Starting Hadoop Services

The following command is to start all the Hadoop services on the Hadoop-Master.

$ cd $HADOOP_HOME/sbin  $ start-all.sh

Adding a New DataNode in the Hadoop Cluster

Given below are the steps to be followed for adding new nodes to a Hadoop cluster.

Networking

Add new nodes to an existing Hadoop cluster with some appropriate network configuration. Assume the following network configuration.

For New node Configuration:

IP address : 192.168.1.103   netmask : 255.255.255.0  hostname : slave3.in

Adding User and SSH Access

Add a User

On a new node, add "hadoop" user and set password of Hadoop user to "hadoop123" or anything you want by using the following commands.

useradd hadoop  passwd hadoop

Setup Password less connectivity from master to new slave.

Execute the following on the master

mkdir -p $HOME/.ssh   chmod 700 $HOME/.ssh   ssh-keygen -t rsa -P '' -f $HOME/.ssh/id_rsa   cat $HOME/.ssh/id_rsa.pub >> $HOME/.ssh/authorized_keys   chmod 644 $HOME/.ssh/authorized_keys  Copy the public key to new slave node in hadoop user $HOME directory  scp $HOME/.ssh/id_rsa.pub hadoop@192.168.1.103:/home/hadoop/

Execute the following on the slaves

Login to hadoop. If not, login to hadoop user.

su hadoop ssh -X hadoop@192.168.1.103

Copy the content of public key into file "$HOME/.ssh/authorized_keys" and then change the permission for the same by executing the following commands.

cd $HOME  mkdir -p $HOME/.ssh   chmod 700 $HOME/.ssh  cat id_rsa.pub >>$HOME/.ssh/authorized_keys   chmod 644 $HOME/.ssh/authorized_keys

Check ssh login from the master machine.

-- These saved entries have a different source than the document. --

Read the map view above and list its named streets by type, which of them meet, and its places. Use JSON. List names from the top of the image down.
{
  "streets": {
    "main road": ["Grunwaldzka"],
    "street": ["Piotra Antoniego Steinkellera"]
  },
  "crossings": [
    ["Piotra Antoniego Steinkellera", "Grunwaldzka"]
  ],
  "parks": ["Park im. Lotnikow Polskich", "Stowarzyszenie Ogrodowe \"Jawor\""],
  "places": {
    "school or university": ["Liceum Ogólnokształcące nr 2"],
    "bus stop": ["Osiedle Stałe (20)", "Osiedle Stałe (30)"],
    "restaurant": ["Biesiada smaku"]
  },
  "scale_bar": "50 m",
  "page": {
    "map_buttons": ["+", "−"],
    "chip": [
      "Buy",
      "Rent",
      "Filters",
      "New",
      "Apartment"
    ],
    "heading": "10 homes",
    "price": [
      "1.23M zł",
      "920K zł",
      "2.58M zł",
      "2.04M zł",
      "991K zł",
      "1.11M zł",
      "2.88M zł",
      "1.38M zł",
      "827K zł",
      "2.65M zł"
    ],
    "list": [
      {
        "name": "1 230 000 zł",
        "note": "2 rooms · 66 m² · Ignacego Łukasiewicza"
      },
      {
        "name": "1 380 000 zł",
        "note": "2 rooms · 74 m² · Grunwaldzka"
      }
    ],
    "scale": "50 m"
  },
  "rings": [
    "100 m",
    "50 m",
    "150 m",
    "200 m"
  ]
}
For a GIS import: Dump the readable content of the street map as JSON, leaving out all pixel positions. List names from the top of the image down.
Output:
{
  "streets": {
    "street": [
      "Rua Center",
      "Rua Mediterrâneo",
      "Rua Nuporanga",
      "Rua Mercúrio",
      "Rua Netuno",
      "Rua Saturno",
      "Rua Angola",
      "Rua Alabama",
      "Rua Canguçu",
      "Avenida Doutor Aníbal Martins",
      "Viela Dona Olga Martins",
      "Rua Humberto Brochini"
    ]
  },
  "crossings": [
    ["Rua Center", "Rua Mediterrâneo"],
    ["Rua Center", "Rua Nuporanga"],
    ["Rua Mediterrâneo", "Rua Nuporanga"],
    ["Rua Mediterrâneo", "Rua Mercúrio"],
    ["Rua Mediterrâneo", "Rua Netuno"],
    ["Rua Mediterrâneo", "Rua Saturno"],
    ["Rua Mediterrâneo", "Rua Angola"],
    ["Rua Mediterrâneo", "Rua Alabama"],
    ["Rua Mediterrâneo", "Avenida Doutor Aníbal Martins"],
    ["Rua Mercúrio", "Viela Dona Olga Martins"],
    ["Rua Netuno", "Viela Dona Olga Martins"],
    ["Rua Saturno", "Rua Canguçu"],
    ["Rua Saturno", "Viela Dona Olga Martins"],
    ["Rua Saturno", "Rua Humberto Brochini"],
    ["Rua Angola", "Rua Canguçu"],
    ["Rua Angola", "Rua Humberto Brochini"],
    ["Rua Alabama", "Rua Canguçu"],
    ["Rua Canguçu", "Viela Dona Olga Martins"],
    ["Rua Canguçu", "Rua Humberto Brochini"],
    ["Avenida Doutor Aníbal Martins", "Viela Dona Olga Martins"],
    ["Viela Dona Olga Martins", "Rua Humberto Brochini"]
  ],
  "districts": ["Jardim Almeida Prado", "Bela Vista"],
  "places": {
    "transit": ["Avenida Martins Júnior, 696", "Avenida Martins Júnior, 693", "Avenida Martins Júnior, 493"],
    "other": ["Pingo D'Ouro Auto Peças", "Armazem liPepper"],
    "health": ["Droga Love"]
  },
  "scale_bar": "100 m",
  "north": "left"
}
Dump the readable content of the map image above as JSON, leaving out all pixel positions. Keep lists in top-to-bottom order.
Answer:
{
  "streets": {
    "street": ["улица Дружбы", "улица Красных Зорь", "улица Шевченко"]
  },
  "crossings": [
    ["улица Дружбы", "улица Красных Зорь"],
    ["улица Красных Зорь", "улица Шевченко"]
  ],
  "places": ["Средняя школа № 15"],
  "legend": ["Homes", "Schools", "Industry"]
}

Now check if you can ssh to the new node without a password from the master.

ssh hadoop@192.168.1.103 or hadoop@slave3

Set Hostname of New Node

You can set hostname in file /etc/sysconfig/network

On new slave3 machine  NETWORKING=yes   HOSTNAME=slave3.in

To make the changes effective, either restart the machine or run hostname command to a new machine with the respective hostname (restart is a good option).

On slave3 node machine:

hostname slave3.in

Update /etc/hosts on all machines of the cluster with the following lines:

192.168.1.102 slave3.in slave3

Now try to ping the machine with hostnames to check whether it is resolving to IP or not.

On new node machine:

ping master.in

Start the DataNode on New Node

Start the datanode daemon manually using $HADOOP_HOME/bin/hadoop-daemon.sh script. It will automatically contact the master (NameNode) and join the cluster. We should also add the new node to the conf/slaves file in the master server. The script-based commands will recognize the new node.

Login to new node

su hadoop or ssh -X hadoop@192.168.1.103

Start HDFS on a newly added slave node by using the following command

./bin/hadoop-daemon.sh start datanode

Check the output of jps command on a new node. It looks as follows.

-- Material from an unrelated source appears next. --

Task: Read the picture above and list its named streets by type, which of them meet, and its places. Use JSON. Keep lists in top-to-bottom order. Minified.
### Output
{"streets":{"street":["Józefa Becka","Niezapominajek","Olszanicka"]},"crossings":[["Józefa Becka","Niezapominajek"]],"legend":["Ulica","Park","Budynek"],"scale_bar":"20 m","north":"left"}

$ jps  7141 DataNode  10312 Jps

Removing a DataNode from the Hadoop Cluster

We can remove a node from a cluster on the fly, while it is running, without any data loss. HDFS provides a decommissioning feature, which ensures that removing a node is performed safely. To use it, follow the steps as given below:

Step 1: Login to master

Login to master machine user where Hadoop is installed.

$ su hadoop

Step 2: Change cluster configuration

An exclude file must be configured before starting the cluster. Add a key named dfs.hosts.exclude to our $HADOOP_HOME/etc/hadoop/hdfs-site.xml file. The value associated with this key provides the full path to a file on the NameNode's local file system which contains a list of machines which are not permitted to connect to HDFS.

For example, add these lines to etc/hadoop/hdfs-site.xml file.

<property>      <name>dfs.hosts.exclude</name>      <value>/home/hadoop/hadoop-1.2.1/hdfs_exclude.txt</value>      <description>DFS exclude</description>   </property>

Step 3: Determine hosts to decommission

Each machine to be decommissioned should be added to the file identified by the hdfs_exclude.txt, one domain name per line. This will prevent them from connecting to the NameNode. Content of the "/home/hadoop/hadoop-1.2.1/hdfs_exclude.txt" file is shown below, if you want to remove DataNode2.

slave2.in

Step 4: Force configuration reload

Run the command "$HADOOP_HOME/bin/hadoop dfsadmin -refreshNodes" without the quotes.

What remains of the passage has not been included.